[[ Source information open ]]

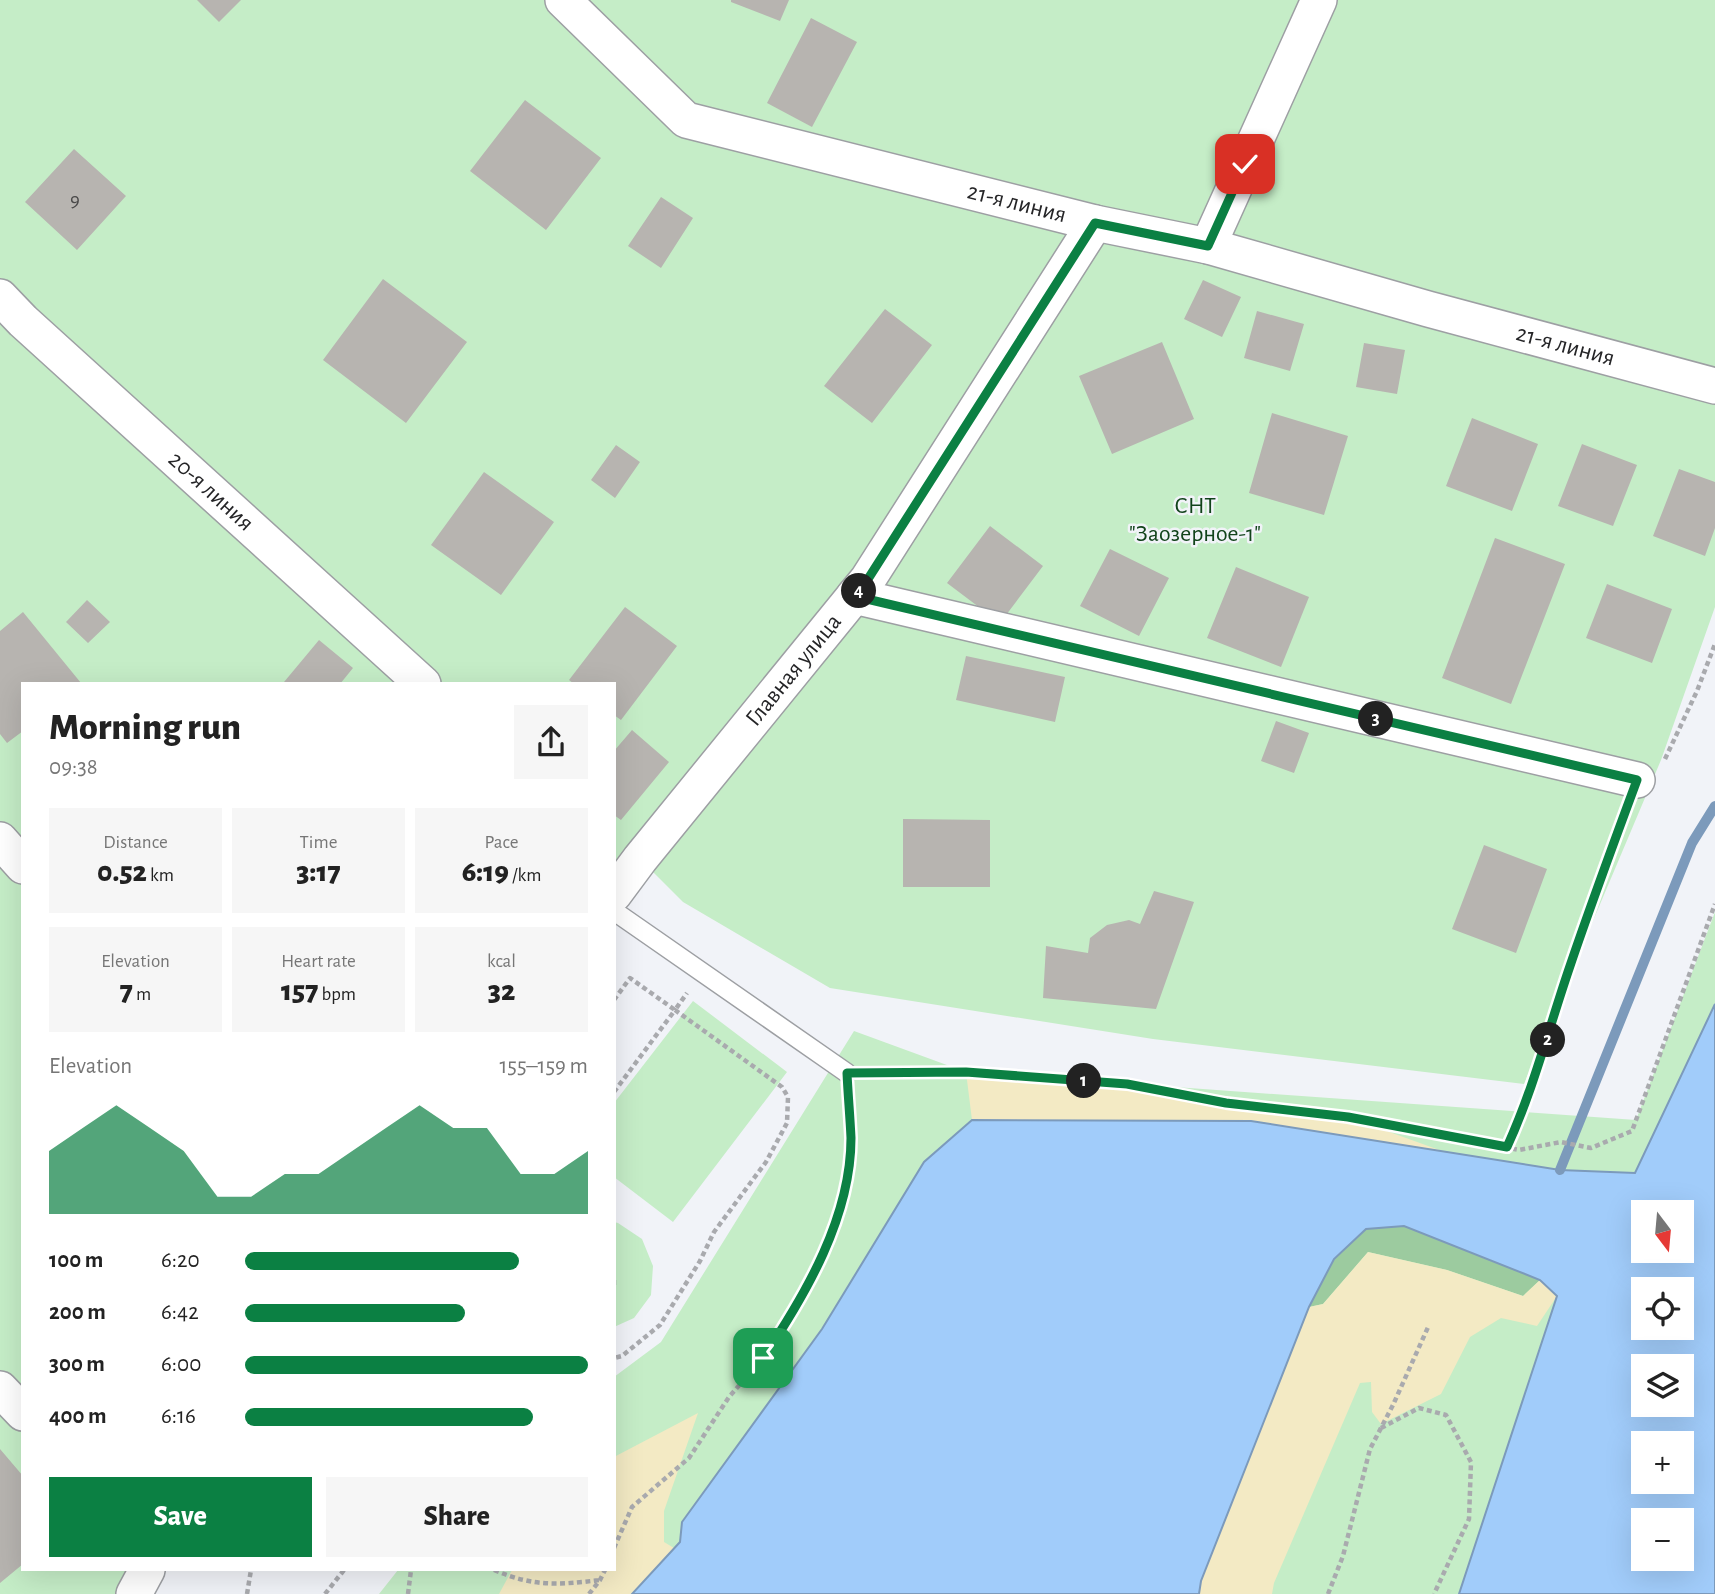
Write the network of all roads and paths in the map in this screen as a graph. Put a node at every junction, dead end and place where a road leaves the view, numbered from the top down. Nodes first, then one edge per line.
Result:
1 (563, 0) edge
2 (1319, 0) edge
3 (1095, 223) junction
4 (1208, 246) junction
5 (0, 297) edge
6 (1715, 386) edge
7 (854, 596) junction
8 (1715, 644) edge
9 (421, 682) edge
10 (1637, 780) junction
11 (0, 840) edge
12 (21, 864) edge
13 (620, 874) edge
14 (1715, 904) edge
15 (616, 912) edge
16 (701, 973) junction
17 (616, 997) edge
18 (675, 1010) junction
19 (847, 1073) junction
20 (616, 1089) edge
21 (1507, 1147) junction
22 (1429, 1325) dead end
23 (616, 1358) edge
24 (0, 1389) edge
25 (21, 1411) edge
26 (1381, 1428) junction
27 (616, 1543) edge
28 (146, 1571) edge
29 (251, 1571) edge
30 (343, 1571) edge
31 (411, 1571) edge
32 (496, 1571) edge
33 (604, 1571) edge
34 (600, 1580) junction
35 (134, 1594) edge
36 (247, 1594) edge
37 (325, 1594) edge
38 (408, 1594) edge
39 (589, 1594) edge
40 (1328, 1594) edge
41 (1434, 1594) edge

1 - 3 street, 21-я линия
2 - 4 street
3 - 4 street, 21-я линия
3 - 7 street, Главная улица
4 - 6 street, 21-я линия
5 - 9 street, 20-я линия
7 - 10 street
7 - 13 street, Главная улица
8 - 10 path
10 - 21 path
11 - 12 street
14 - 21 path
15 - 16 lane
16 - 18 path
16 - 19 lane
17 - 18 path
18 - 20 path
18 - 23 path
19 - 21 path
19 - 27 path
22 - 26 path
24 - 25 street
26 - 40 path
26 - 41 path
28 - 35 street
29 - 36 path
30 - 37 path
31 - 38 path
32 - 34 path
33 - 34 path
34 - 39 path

[[ Source information closed ]]

What is expected ->
Retype the data above exactly, dropping every picture.

Result below ->
Write the network of all roads and paths in the map in this screen as a graph. Put a node at every junction, dead end and place where a road leaves the view, numbered from the top down. Nodes first, then one edge per line.
Result:
1 (563, 0) edge
2 (1319, 0) edge
3 (1095, 223) junction
4 (1208, 246) junction
5 (0, 297) edge
6 (1715, 386) edge
7 (854, 596) junction
8 (1715, 644) edge
9 (421, 682) edge
10 (1637, 780) junction
11 (0, 840) edge
12 (21, 864) edge
13 (620, 874) edge
14 (1715, 904) edge
15 (616, 912) edge
16 (701, 973) junction
17 (616, 997) edge
18 (675, 1010) junction
19 (847, 1073) junction
20 (616, 1089) edge
21 (1507, 1147) junction
22 (1429, 1325) dead end
23 (616, 1358) edge
24 (0, 1389) edge
25 (21, 1411) edge
26 (1381, 1428) junction
27 (616, 1543) edge
28 (146, 1571) edge
29 (251, 1571) edge
30 (343, 1571) edge
31 (411, 1571) edge
32 (496, 1571) edge
33 (604, 1571) edge
34 (600, 1580) junction
35 (134, 1594) edge
36 (247, 1594) edge
37 (325, 1594) edge
38 (408, 1594) edge
39 (589, 1594) edge
40 (1328, 1594) edge
41 (1434, 1594) edge

1 - 3 street, 21-я линия
2 - 4 street
3 - 4 street, 21-я линия
3 - 7 street, Главная улица
4 - 6 street, 21-я линия
5 - 9 street, 20-я линия
7 - 10 street
7 - 13 street, Главная улица
8 - 10 path
10 - 21 path
11 - 12 street
14 - 21 path
15 - 16 lane
16 - 18 path
16 - 19 lane
17 - 18 path
18 - 20 path
18 - 23 path
19 - 21 path
19 - 27 path
22 - 26 path
24 - 25 street
26 - 40 path
26 - 41 path
28 - 35 street
29 - 36 path
30 - 37 path
31 - 38 path
32 - 34 path
33 - 34 path
34 - 39 path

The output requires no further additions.